Memory Allocation Limits: You can now allocate XPUs using memory values (e.g., 24576M), and the component ensures that tasks do not exceed the allocated memory limit

Device UUID Selection: You can specify to use or exclude specific XPU devices through annotations

Prerequisites​

  • driver version >= 5.0.21.16
  • xpu-container-toolkit >= xpu_container_1.0.2-1
  • XPU device type: P800-OAM

Enable XPU-sharing Support​

  • Deploy [vxpu-device-plugin]
apiVersion: rbac.authorization.k8s.io/v1
kind: ClusterRole
metadata:
name: vxpu-device-plugin
rules:
- apiGroups: [""]
resources: ["pods"]
verbs: ["get", "list", "update", "watch", "patch"]
- apiGroups: [""]
resources: ["nodes"]
verbs: ["get", "list", "watch", "update", "patch"]
---
apiVersion: rbac.authorization.k8s.io/v1
kind: ClusterRoleBinding
metadata:
name: vxpu-device-plugin
subjects:
- kind: ServiceAccount
name: vxpu-device-plugin
namespace: kube-system
roleRef:
kind: ClusterRole
name: vxpu-device-plugin
apiGroup: rbac.authorization.k8s.io
---
apiVersion: v1
kind: ServiceAccount
metadata:
name: vxpu-device-plugin
namespace: kube-system
labels:
app.kubernetes.io/component: vxpu-device-plugin
---
apiVersion: apps/v1
kind: DaemonSet
metadata:
name: vxpu-device-plugin
namespace: kube-system
labels:
app.kubernetes.io/component: vxpu-device-plugin
spec:
selector:
matchLabels:
app.kubernetes.io/component: vxpu-device-plugin
template:
metadata:
labels:
app.kubernetes.io/component: vxpu-device-plugin
hami.io/webhook: ignore
spec:
priorityClassName: "system-node-critical"
serviceAccountName: vxpu-device-plugin
containers:
- image: projecthami/vxpu-device-plugin:v1.0.0
name: device-plugin
resources:
requests:
memory: 500Mi
cpu: 500m
limits:
memory: 500Mi
cpu: 500m
command:
- xpu-device-plugin
- --memory-unit=MiB
- --resource-name=kunlunxin.com/vxpu
- -logtostderr
securityContext:
privileged: true
capabilities:
add: [ "ALL" ]
volumeMounts:
- name: device-plugin
mountPath: /var/lib/kubelet/device-plugins
- name: xre
mountPath: /usr/local/xpu
- name: dev
mountPath: /dev
env:
- name: NODE_NAME
valueFrom:
fieldRef:
fieldPath: spec.nodeName
- name: KUBECONFIG
value: /etc/kubernetes/kubelet.conf
volumes:
- name: device-plugin
hostPath:
path: /var/lib/kubelet/device-plugins
- name: xre
hostPath:
path: /usr/local/xpu
- name: dev
hostPath:
path: /dev
nodeSelector:
xpu: "on"
note

Default resource names are as follows:

  • kunlunxin.com/vxpu for VXPU count
  • kunlunxin.com/vxpu-memory for memory allocation

You can customize these names using the parameters above.

Device Granularity Partitioning​

XPU P800-OAM supports 2 levels of partitioning granularity: 1/4 card and 1/2 card, with memory allocation automatically aligned.

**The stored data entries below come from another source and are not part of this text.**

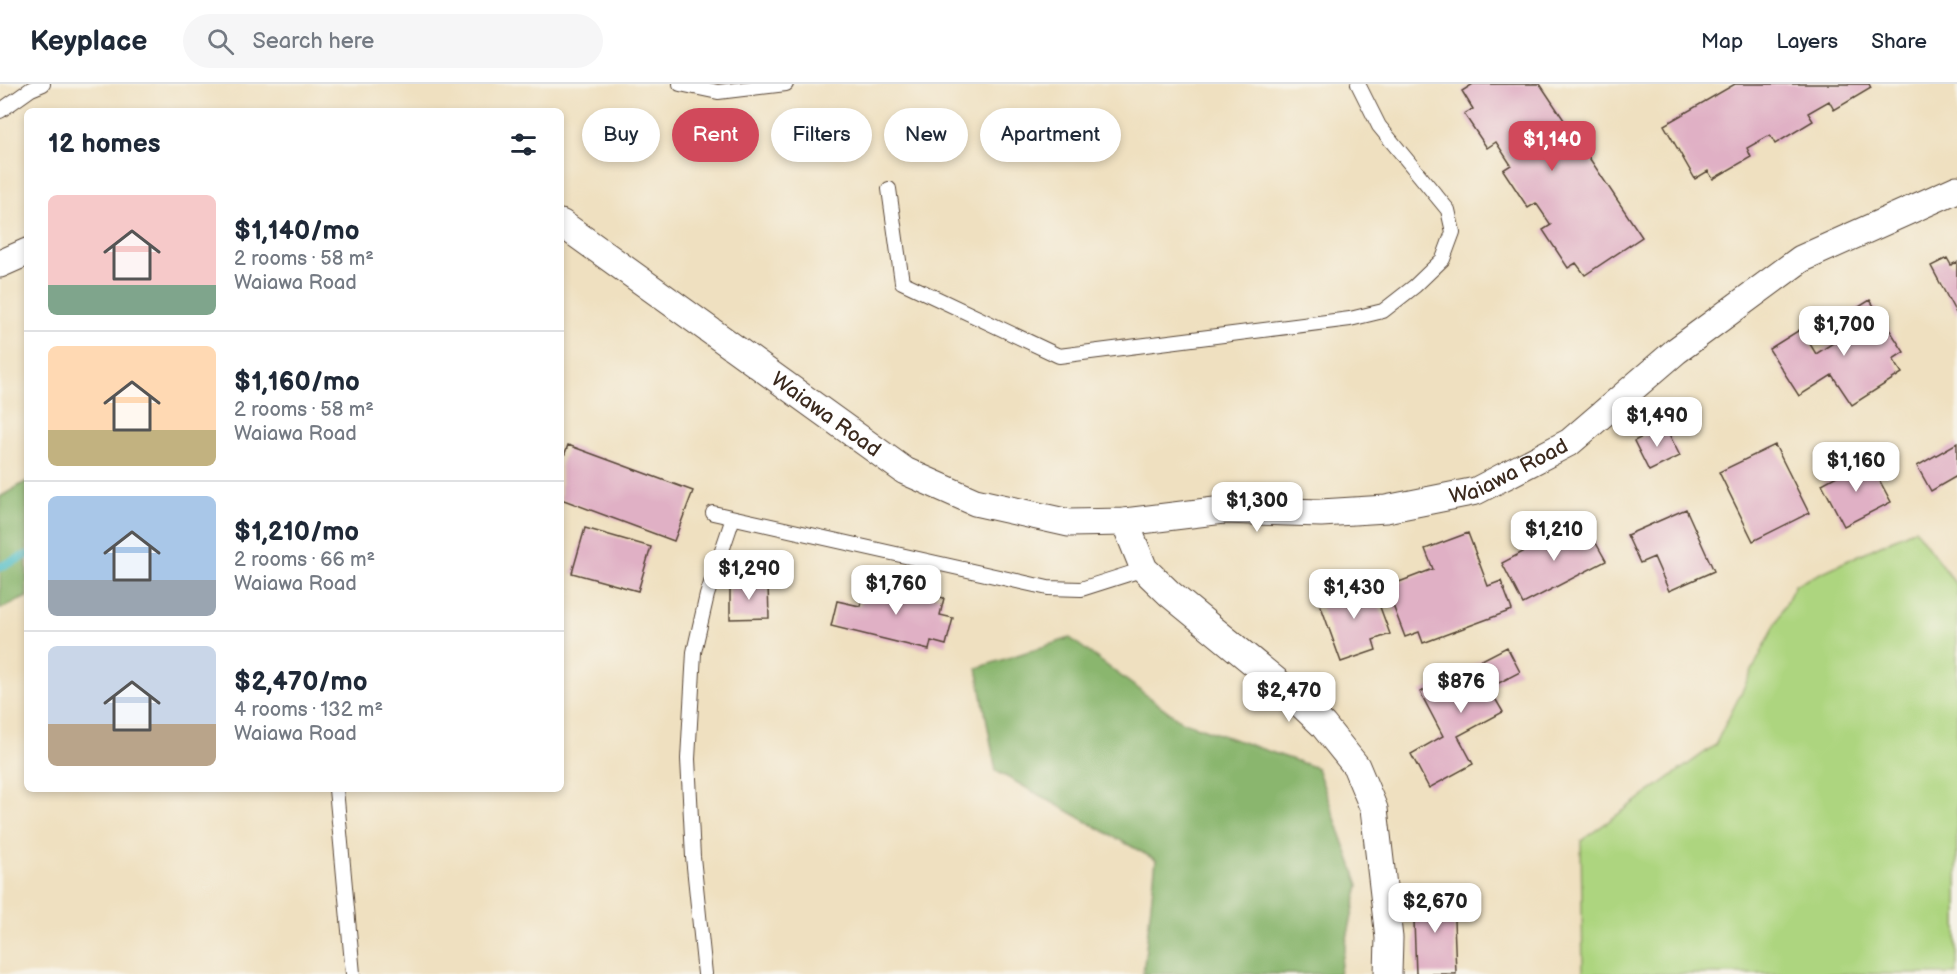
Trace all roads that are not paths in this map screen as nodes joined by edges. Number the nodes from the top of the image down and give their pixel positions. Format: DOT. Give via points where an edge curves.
graph roads {
  1 [pos="43,84"];
  2 [pos="680,84"];
  3 [pos="786,84"];
  4 [pos="1358,84"];
  5 [pos="0,111"];
  6 [pos="889,189"];
  7 [pos="1957,189"];
  8 [pos="564,225"];
  9 [pos="24,253"];
  10 [pos="0,264"];
  11 [pos="713,513"];
  12 [pos="733,518"];
  13 [pos="1125,522"];
  14 [pos="1144,569"];
  15 [pos="336,792"];
  16 [pos="353,974"];
  17 [pos="705,974"];
  18 [pos="1388,974"];
  1 -- 5 [label="lane"];
  2 -- 3 [label="lane" via="718,92"];
  4 -- 6 [label="lane" via="1379,126 1448,210 1453,232 1443,260 1415,286 1383,311 1350,319 1059,356 902,282"];
  7 -- 13 [label="street, Waiawa Road" via="1801,259 1676,351 1570,442 1476,491 1386,510 1223,510"];
  8 -- 13 [label="street, Waiawa Road" via="905,471 975,502 1069,524"];
  9 -- 10 [label="street"];
  11 -- 12 [label="lane"];
  12 -- 14 [label="lane" via="1048,588 1081,589"];
  12 -- 17 [label="lane" via="707,595 694,652 688,759"];
  13 -- 14 [label="street"];
  14 -- 18 [label="street" via="1281,685 1323,725 1356,766 1374,808 1389,938"];
  15 -- 16 [label="lane"];
}
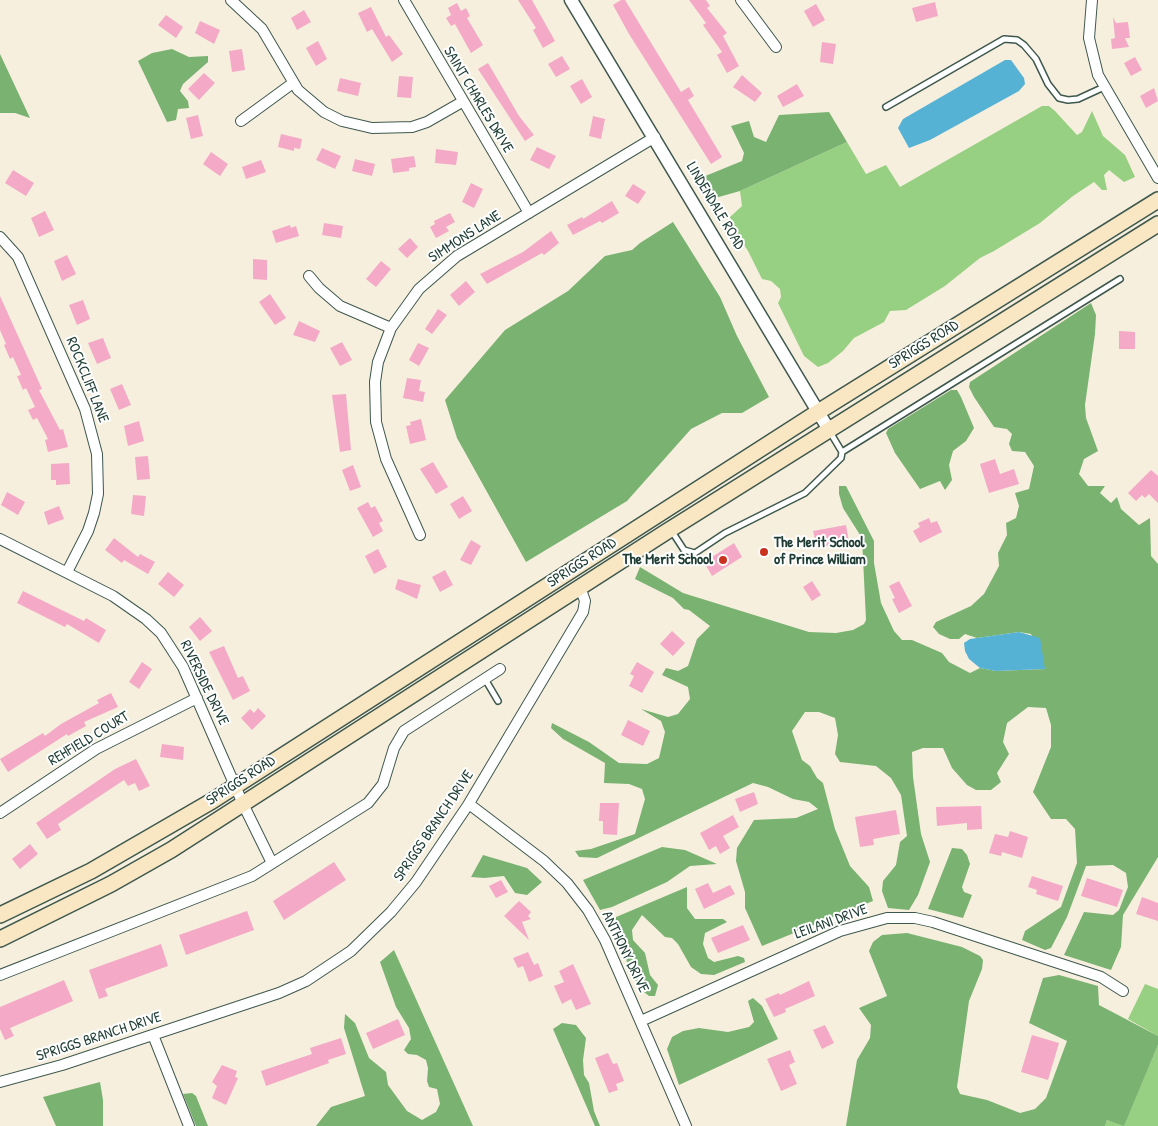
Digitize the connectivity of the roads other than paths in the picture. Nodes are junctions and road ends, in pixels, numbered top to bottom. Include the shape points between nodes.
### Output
1 (231, 0) edge
2 (404, 0) edge
3 (571, 0) edge
4 (741, 0) edge
5 (1092, 0) edge
6 (776, 47) dead end
7 (292, 83) junction
8 (1104, 87) junction
9 (462, 102) junction
10 (886, 107) dead end
11 (241, 121) dead end
12 (655, 137) junction
13 (1158, 178) edge
14 (1158, 200) edge
15 (529, 213) junction
16 (1158, 224) edge
17 (0, 236) edge
18 (309, 276) dead end
19 (1120, 279) dead end
20 (391, 328) junction
21 (818, 412) junction
22 (829, 430) junction
23 (842, 452) junction
24 (671, 529) junction
25 (420, 535) dead end
26 (0, 539) edge
27 (67, 572) junction
28 (580, 587) junction
29 (500, 669) dead end
30 (485, 678) junction
31 (197, 698) junction
32 (498, 701) dead end
33 (235, 785) junction
34 (244, 804) junction
35 (469, 804) junction
36 (0, 813) edge
37 (272, 863) junction
38 (0, 914) edge
39 (0, 939) edge
40 (0, 975) edge
41 (1123, 991) dead end
42 (641, 1021) junction
43 (153, 1035) junction
44 (0, 1082) edge
45 (189, 1126) edge
46 (686, 1126) edge

1 - 7 street via 262,29
2 - 9 street, SAINT CHARLES DRIVE
3 - 12 street, LINDENDALE ROAD
4 - 6 street
5 - 8 street via 1089,38
7 - 9 street via 324,112 342,121 372,128 392,129 427,122
7 - 11 street
8 - 10 lane via 1078,99 1063,100 1024,45 1004,38
8 - 13 street
9 - 15 street, SAINT CHARLES DRIVE
12 - 15 street, SIMMONS LANE
12 - 21 street, LINDENDALE ROAD
14 - 21 main road, SPRIGGS ROAD
15 - 20 street, SIMMONS LANE via 438,270 419,289
16 - 22 main road, SPRIGGS ROAD
17 - 27 street, ROCKCLIFF LANE via 18,257 85,408 98,454 98,494 94,513
18 - 20 street via 340,306
19 - 23 lane
20 - 25 street, SIMMONS LANE via 378,362 376,422 386,459
21 - 22 street, LINDENDALE ROAD
21 - 33 main road, SPRIGGS ROAD
22 - 23 lane
22 - 24 main road, SPRIGGS ROAD
23 - 24 lane via 841,458 805,492 724,533 695,553 684,550
24 - 28 main road, SPRIGGS ROAD
26 - 27 street, RIVERSIDE DRIVE
27 - 31 street, RIVERSIDE DRIVE via 113,596 146,619 175,652
28 - 34 main road, SPRIGGS ROAD
28 - 35 street, SPRIGGS BRANCH DRIVE via 585,607
29 - 30 street
30 - 32 lane
30 - 37 street via 404,731 394,748 383,784 368,803
31 - 33 street, RIVERSIDE DRIVE
31 - 36 street, REHFIELD COURT via 96,749
33 - 34 street, RIVERSIDE DRIVE
33 - 38 main road, SPRIGGS ROAD via 114,858
34 - 37 street, RIVERSIDE DRIVE
34 - 39 main road, SPRIGGS ROAD via 111,884
35 - 42 street, ANTHONY DRIVE via 544,861 581,900 605,940
35 - 43 street, SPRIGGS BRANCH DRIVE via 416,882 351,951 306,981 279,993
37 - 40 street via 247,878
41 - 42 street, LEILANI DRIVE via 1100,977 933,922 916,918 887,918 840,931
42 - 46 street, ANTHONY DRIVE
43 - 44 street, SPRIGGS BRANCH DRIVE via 62,1066
43 - 45 street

The rules are as follows:

  • Requested memory ≤ 24576M (24G) will be automatically aligned to 24576M (24G)
  • Requested memory > 24576M (24G) and ≤ 49152M (48G) will be automatically aligned to 49152M (48G)
  • Requested memory > 49152M (48G) will be allocated as full cards

Running XPU Tasks​

apiVersion: v1
kind: Pod
metadata:
name: vxpu-pod-demo
spec:
containers:
- name: vxpu-pod-demo
image: pytorch:resnet50
workingDir: /root
command: ["sleep","infinity"]
resources:
limits:
kunlunxin.com/vxpu: 1 # requesting a VXPU
kunlunxin.com/vxpu-memory: 24576 # requesting a virtual XPU that requires 24576 MiB of device memorymemory

Device UUID Selection​

You can specify to use or exclude specific XPU devices through Pod annotations:

apiVersion: v1
kind: Pod
metadata:
name: poddemo
annotations:
# Use specific XPU devices (comma-separated list)
hami.io/use-xpu-uuid: ""
# Or exclude specific XPU devices (comma-separated list)
hami.io/no-use-xpu-uuid: ""
spec:
# ... rest of Pod configuration

Note: Device ID format is {BusID}. You can find available device IDs in the node status.

Finding Device UUIDs​

You can use the following commands to find Kunlunxin P800-OAM XPU device UUIDs on nodes:

kubectl get pod <pod-name> -o yaml | grep -A 10 "hami.io/xpu-devices-allocated"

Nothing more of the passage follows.